RelGraphConvLayer

class graphstorm.model.RelGraphConvLayer(in_feat, out_feat, rel_names, num_bases, *, edge_feat_name=None, edge_feat_mp_op='concat', weight=True, bias=True, activation=None, self_loop=True, dropout=0.0, num_ffn_layers_in_gnn=0, ffn_activation=<function relu>, norm=None)

Bases: Module

Relational graph convolution layer from Modeling Relational Data with Graph Convolutional Networks.

A generic module for computing convolution on heterogeneous graphs.

The relational graph convolution layer applies GraphConv on the heterogeneous graphs, which reads the features from source nodes and writes the updated ones to destination nodes. If multiple relations have the same destination node types, their results are aggregated by the specified method. If the heterogeneous graph has no edge, the corresponding module will not be called.

Mathematically for the GraphConv it is defined as follows:

\[h_i^{(l+1)} = \sigma(b^{(l)} + \sum_{j\in\mathcal{N}(i)}\frac{1}{c_{ji}}h_j^{(l)}W^{(l)})\]

where \(\mathcal{N}(i)\) is the set of neighbors of node \(i\), \(c_{ji}\) is the product of the square root of node degrees (i.e., \(c_{ji} = \sqrt{|\mathcal{N}(j)|}\sqrt{|\mathcal{N}(i)|}\)), and \(\sigma\) is an activation function.

Note

The implementation of RelGraphConvLayer selects right as the norm, which divides the aggregated messages by each node’s in-degrees, equivalent to averaging the received messages.

Examples:

# suppose graph and input_feature are ready
from graphstorm.model import RelGraphConvLayer

layer = RelGraphConvLayer(
        in_feat=h_dim, out_feat=h_dim, rel_names=g.canonical_etypes,
        edge_feat_name, edge_feat_mp_op,
        num_bases=num_bases, self_loop,
        dropout, num_ffn_layers_in_gnn,
        ffn_activation, norm)
h = layer(g, input_feature)

Changed in version 0.4.0: Add two new arguments edge_feat_name and edge_feat_mp_op in v0.4.0 to support edge features in RGCN conv layer.

Parameters

in_feat: int: Input feature size.
out_feat: int: Output feature size.
rel_names: list of tuple: Relation type list in the format of [(‘src_ntyp1’, ‘etype1’, ‘dst_ntype1’), …].
num_bases: int: Number of bases. If is None, use number of relation types. Default: None.
edge_feat_name: dict of list of str: User provided edge feature names in the format of {etype1:[feat1, feat2, …], etype2:[…], …}, or None if not provided.
edge_feat_mp_op: str: The operation method to combine source node embeddings with edge embeddings in message passing. Options include concat, add, sub, mul, and div. concat operation will concatenate the source node features with edge features; add operation will add the source node features with edge features together; sub operation will subtract the source node features by edge features; mul operation will multiply the source node features with edge features; and div operation will divide the source node features by edge features.
weight: bool: Whether to apply a linear layer after message passing. Default: True.
bias: bool: Whether to add bias. Default: True.
activation: callable: Activation function. Default: None.
self_loop: bool: Whether to include self loop message. Default: True.
dropout: float: Dropout rate. Default: 0.
num_ffn_layers_in_gnn: int: Number of fnn layers between gnn layers. Default: 0.
ffn_activation: torch.nn.functional: Activation for ffn. Default: relu.
norm: str: Normalization methods. Options:batch, layer, and None. Default: None, meaning no normalization.

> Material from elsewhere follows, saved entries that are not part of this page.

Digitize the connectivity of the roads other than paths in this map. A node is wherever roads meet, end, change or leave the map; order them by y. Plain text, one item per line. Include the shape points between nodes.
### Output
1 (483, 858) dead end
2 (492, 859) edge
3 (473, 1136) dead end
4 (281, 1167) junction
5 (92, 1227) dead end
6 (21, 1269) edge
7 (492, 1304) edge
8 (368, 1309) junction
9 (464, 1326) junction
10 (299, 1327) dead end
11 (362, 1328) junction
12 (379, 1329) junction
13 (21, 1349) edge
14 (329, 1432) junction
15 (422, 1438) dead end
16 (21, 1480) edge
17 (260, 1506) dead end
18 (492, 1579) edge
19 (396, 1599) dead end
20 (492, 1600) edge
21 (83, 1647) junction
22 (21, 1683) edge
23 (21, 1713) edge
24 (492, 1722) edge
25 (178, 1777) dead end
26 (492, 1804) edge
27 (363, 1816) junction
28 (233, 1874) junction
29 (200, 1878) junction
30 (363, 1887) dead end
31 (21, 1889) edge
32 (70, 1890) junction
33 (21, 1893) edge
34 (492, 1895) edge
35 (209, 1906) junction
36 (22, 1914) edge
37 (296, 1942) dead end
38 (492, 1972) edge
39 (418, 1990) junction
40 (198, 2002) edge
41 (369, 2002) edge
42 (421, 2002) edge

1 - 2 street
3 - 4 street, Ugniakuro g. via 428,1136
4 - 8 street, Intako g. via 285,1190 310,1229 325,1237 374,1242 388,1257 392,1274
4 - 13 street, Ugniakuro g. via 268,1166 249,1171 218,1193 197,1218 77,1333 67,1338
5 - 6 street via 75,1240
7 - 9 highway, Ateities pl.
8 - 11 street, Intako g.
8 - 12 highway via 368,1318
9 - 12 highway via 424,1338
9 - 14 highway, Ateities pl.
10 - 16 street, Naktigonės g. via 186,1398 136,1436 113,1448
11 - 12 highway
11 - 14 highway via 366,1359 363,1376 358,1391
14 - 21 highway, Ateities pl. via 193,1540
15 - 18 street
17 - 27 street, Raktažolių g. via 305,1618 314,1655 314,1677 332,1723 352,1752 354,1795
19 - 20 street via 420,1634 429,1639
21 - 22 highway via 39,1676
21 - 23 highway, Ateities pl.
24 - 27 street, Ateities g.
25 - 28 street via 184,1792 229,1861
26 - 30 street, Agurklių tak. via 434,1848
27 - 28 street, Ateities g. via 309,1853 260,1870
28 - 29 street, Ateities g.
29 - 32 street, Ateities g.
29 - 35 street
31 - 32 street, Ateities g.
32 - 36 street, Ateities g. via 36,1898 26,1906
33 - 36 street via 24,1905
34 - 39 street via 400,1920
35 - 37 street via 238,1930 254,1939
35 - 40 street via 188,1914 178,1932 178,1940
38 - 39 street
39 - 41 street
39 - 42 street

forward(g, n_h, e_h=None)

RGCN layer forward computation.

Parameters

g: DGLHeteroGraph: Input DGL heterogenous graph.
n_h: dict of Tensor: Node features for each node type in the format of {ntype: tensor}.
e_h: dict of Tensor: edge features for each edge type in the format of {etype: tensor}. Default is None.

Returns

dict of Tensor: New node embeddings for each node type in the format of {ntype: tensor}.

Changed in version 0.4.0: Change inputs into n_h and e_h in v0.4.0 to support edge feature in RGCN layer.